8. El reto no es usar IA para producir más, sino para pensar mejor
El valor del artículo de Trabelsi está en que no se conforma con la pregunta más inmediata. No se limita a advertir que la IA puede descargar pensamiento, sino que plantea qué podría ocurrir si esa descarga se usa de manera estratégica. La cuestión no es solo cuánto esfuerzo ahorra la IA, sino qué hacemos con el esfuerzo que queda liberado.
Esta distinción es clave. Muchas conversaciones sobre IA se han centrado en la productividad: preparar más materiales, redactar más rápido, corregir antes, generar más ideas o producir más recursos en menos tiempo. Todo eso puede ser útil en determinados contextos, pero producir más no equivale necesariamente a aprender más. La eficiencia solo tiene valor educativo si libera espacio para procesos de mayor calidad.
Desde esta perspectiva, la pregunta final no debería ser si la IA puede hacer parte del trabajo. Sabemos que puede. La pregunta es si, al hacerlo, deja menos aprendizaje o abre la posibilidad de un pensamiento más profundo. Si la herramienta se usa para evitar la dificultad que construye comprensión, tendremos una descarga cognitiva empobrecedora. Si se usa para reducir carga extrínseca y sostener mejor el análisis, la revisión, la comparación y la toma de decisiones, entonces puede convertirse en una ayuda real para pensar mejor.
Ahí está el reto educativo. No consiste en introducir IA en cada tarea, ni en convertir el prompting en el centro de la alfabetización, ni en medir el valor de la tecnología por la cantidad de productos que genera. Consiste en diseñar experiencias donde la herramienta no sustituya el trabajo intelectual del alumnado, sino que lo haga más visible, más exigente y mejor acompañado.
Trabelsi abre una conversación necesaria porque nos obliga a formular una pregunta más madura. Durante mucho tiempo hemos preguntado si la IA hará que el alumnado piense menos. Esa pregunta sigue siendo imprescindible. Pero quizá el siguiente paso sea preguntarnos en qué condiciones podría ayudarle a pensar mejor.

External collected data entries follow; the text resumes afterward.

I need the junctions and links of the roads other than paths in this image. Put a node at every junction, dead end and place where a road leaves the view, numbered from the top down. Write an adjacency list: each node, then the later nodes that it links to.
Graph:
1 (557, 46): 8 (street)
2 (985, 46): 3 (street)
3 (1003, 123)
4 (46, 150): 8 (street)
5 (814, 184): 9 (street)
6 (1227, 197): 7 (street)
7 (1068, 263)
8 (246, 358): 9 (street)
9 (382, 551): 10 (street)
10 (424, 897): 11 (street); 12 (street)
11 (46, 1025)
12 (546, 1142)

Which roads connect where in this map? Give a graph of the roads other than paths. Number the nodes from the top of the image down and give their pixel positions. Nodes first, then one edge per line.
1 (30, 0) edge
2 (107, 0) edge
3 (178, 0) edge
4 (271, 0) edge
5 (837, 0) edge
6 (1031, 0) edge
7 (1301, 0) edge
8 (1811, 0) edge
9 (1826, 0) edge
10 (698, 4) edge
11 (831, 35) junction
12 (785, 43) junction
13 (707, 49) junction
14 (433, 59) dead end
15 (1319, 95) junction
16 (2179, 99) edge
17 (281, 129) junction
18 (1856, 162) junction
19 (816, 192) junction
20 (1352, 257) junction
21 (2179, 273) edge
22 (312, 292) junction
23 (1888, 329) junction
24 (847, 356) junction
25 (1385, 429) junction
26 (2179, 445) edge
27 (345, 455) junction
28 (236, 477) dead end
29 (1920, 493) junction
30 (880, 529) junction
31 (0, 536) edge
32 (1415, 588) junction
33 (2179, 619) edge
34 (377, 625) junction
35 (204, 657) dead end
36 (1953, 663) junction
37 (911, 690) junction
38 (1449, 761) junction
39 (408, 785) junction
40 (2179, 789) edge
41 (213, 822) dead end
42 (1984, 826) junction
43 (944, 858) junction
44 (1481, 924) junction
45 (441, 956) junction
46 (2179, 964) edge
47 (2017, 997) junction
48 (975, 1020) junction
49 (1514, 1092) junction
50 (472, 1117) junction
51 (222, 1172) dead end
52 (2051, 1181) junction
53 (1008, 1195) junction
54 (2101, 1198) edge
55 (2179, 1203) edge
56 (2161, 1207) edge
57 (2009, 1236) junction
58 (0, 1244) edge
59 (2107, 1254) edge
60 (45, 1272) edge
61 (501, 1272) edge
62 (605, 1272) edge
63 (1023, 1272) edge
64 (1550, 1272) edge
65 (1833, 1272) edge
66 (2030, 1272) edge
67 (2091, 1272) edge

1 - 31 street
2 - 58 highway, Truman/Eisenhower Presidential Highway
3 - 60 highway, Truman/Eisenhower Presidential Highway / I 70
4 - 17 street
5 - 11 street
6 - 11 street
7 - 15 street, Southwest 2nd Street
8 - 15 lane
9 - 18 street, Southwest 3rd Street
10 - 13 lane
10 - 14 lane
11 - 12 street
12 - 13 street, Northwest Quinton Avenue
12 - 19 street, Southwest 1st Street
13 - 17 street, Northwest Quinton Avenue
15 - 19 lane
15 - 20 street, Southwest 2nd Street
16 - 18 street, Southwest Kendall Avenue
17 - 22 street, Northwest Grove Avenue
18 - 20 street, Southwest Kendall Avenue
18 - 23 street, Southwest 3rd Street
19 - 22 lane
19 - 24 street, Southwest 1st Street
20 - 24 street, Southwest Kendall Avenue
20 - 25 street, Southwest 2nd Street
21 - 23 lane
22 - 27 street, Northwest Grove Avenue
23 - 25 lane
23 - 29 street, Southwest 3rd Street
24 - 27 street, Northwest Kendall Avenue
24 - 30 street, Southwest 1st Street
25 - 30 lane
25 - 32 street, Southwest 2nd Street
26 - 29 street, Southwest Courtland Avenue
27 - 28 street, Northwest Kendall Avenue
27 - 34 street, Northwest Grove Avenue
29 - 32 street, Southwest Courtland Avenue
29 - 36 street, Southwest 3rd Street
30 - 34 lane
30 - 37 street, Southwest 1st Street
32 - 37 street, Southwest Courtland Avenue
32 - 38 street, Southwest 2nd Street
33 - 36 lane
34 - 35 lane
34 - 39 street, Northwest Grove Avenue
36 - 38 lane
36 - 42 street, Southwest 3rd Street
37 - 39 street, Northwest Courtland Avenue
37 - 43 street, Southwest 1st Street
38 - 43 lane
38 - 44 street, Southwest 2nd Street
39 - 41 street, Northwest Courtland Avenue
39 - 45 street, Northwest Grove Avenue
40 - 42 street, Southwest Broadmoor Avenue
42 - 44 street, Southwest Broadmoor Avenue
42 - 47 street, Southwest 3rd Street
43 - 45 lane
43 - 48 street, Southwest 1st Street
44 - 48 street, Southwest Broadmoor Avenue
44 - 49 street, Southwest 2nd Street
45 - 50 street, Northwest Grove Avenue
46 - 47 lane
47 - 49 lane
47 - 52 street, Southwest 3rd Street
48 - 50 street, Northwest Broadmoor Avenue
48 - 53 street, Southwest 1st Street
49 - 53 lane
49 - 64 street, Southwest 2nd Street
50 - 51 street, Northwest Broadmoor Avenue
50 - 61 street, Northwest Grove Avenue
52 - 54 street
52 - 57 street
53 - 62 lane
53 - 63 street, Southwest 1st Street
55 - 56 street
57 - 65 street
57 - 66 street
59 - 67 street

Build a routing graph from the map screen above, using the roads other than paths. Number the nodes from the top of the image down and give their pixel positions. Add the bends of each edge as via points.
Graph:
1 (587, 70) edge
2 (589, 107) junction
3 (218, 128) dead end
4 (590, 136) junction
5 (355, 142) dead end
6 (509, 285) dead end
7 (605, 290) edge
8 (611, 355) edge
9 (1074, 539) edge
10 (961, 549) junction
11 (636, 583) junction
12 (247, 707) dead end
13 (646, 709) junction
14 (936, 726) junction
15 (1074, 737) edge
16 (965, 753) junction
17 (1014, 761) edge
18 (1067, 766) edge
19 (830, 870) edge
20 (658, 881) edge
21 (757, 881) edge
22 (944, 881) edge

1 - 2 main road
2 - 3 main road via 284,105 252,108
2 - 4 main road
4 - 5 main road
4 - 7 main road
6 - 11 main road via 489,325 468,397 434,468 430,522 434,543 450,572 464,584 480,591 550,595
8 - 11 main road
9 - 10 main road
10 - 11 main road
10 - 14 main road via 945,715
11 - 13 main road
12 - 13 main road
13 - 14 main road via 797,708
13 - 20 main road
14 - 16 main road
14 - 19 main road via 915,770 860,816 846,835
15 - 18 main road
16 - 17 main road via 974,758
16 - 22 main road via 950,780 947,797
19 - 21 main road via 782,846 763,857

La respuesta no está garantizada por la tecnología. Dependerá de las tareas que diseñemos, del conocimiento que construyamos antes de usarla, de los criterios con los que revisemos sus respuestas y de la cultura de aprendizaje que creemos alrededor de ella. La IA puede convertirse en una máquina de atajos o en una herramienta para ampliar el pensamiento. La diferencia no está solo en el modelo, sino en el tipo de relación pedagógica que construyamos con él.
El objetivo no debería ser usar IA para producir más, sino aprender a usarla, cuando tenga sentido, para pensar mejor.